§ YOUR TASK
Consider the records below. How many of their lines include the word "roads"? State the number and nothing else.

[Saved entries]
----
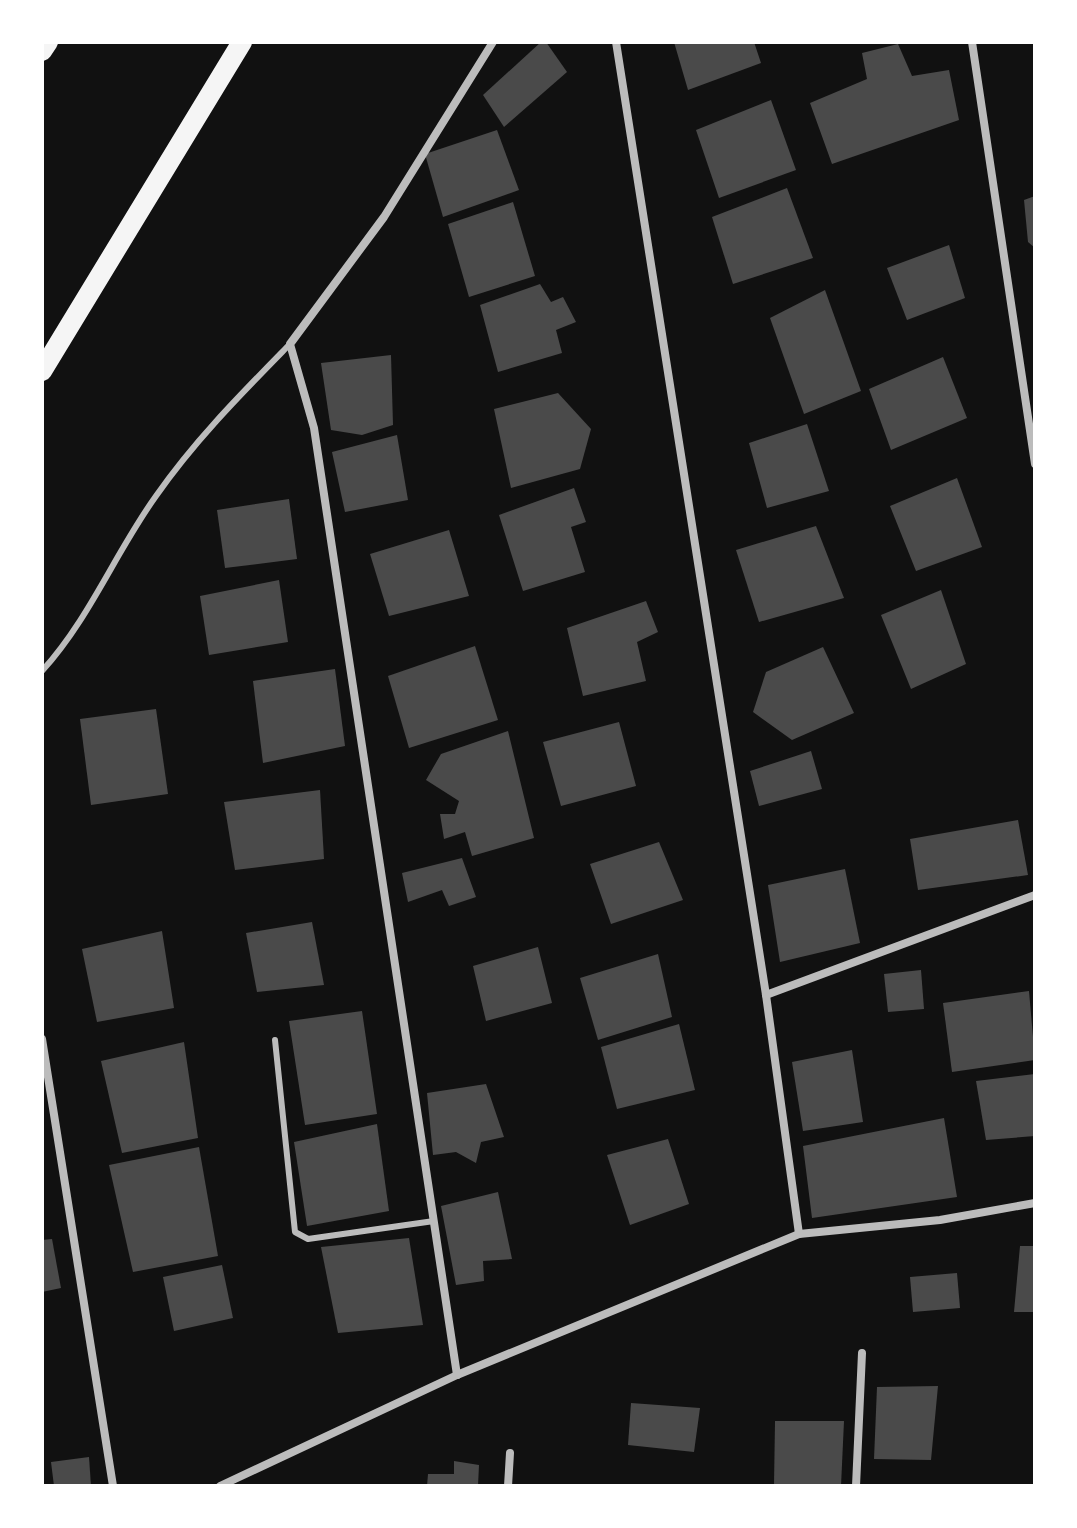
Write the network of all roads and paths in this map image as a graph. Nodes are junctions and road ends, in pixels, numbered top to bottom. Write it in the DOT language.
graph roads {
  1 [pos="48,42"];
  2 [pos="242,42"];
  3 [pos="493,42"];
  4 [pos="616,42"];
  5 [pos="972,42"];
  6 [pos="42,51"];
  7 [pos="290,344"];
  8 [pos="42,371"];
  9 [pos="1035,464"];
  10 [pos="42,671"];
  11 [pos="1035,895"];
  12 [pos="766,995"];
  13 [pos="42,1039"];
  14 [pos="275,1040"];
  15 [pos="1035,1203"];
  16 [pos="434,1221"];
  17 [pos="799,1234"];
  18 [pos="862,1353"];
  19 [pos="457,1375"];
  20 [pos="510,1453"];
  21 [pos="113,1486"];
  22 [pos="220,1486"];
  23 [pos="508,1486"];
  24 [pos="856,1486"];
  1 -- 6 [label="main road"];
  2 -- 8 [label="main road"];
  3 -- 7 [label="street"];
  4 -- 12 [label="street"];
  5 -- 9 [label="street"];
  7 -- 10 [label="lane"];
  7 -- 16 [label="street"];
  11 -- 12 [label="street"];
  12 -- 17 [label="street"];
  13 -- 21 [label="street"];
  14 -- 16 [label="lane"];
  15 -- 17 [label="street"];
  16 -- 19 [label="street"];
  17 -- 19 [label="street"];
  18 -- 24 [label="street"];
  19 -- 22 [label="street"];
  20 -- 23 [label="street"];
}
----
§ EXERCISE RESULT
2